■ AVAILABLE RECORDS

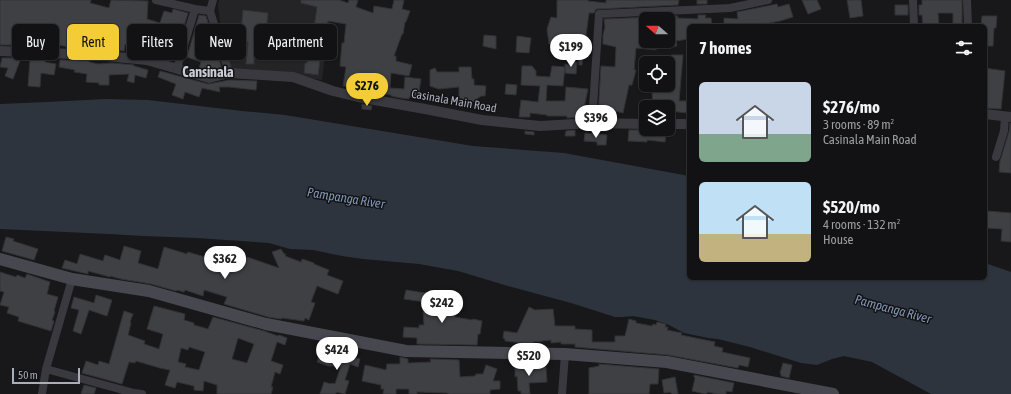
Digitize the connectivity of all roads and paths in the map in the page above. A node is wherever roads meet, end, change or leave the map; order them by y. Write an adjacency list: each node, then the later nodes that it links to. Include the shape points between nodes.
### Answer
1 (156, 0): 6 (street)
2 (213, 0): 7 (street)
3 (768, 0): 15 (street, via 730,8 599,14)
4 (913, 0): 8 (street)
5 (967, 0): 9 (street)
6 (196, 9): 7 (street); 11 (street)
7 (210, 11): 12 (street)
8 (914, 24)
9 (968, 24)
10 (0, 51): 11 (street, Casinala Main Road, via 96,55 147,60)
11 (176, 68): 12 (street, Casinala Main Road, via 209,78)
12 (229, 73): 15 (street, Casinala Main Road, via 293,77 352,96 482,120 540,126)
13 (987, 114): 14 (street)
14 (1008, 116): 19 (street)
15 (592, 123): 16 (street, Casinala Main Road)
16 (639, 124)
17 (675, 124): 18 (street)
18 (687, 124)
19 (996, 157)
20 (0, 259): 21 (main road)
21 (72, 279): 22 (main road, via 149,291 266,324 406,351); 23 (street)
22 (565, 354): 26 (street); 27 (main road, via 667,362)
23 (46, 369): 24 (street); 25 (street)
24 (42, 394)
25 (142, 394)
26 (562, 394)
27 (833, 394)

■ WHAT YOU NEED TO DO
Restate the entries verbatim and exclude any pictures.

■ SOLUTION FOR THIS TASK
Digitize the connectivity of all roads and paths in the map in the page above. A node is wherever roads meet, end, change or leave the map; order them by y. Write an adjacency list: each node, then the later nodes that it links to. Include the shape points between nodes.
### Answer
1 (156, 0): 6 (street)
2 (213, 0): 7 (street)
3 (768, 0): 15 (street, via 730,8 599,14)
4 (913, 0): 8 (street)
5 (967, 0): 9 (street)
6 (196, 9): 7 (street); 11 (street)
7 (210, 11): 12 (street)
8 (914, 24)
9 (968, 24)
10 (0, 51): 11 (street, Casinala Main Road, via 96,55 147,60)
11 (176, 68): 12 (street, Casinala Main Road, via 209,78)
12 (229, 73): 15 (street, Casinala Main Road, via 293,77 352,96 482,120 540,126)
13 (987, 114): 14 (street)
14 (1008, 116): 19 (street)
15 (592, 123): 16 (street, Casinala Main Road)
16 (639, 124)
17 (675, 124): 18 (street)
18 (687, 124)
19 (996, 157)
20 (0, 259): 21 (main road)
21 (72, 279): 22 (main road, via 149,291 266,324 406,351); 23 (street)
22 (565, 354): 26 (street); 27 (main road, via 667,362)
23 (46, 369): 24 (street); 25 (street)
24 (42, 394)
25 (142, 394)
26 (562, 394)
27 (833, 394)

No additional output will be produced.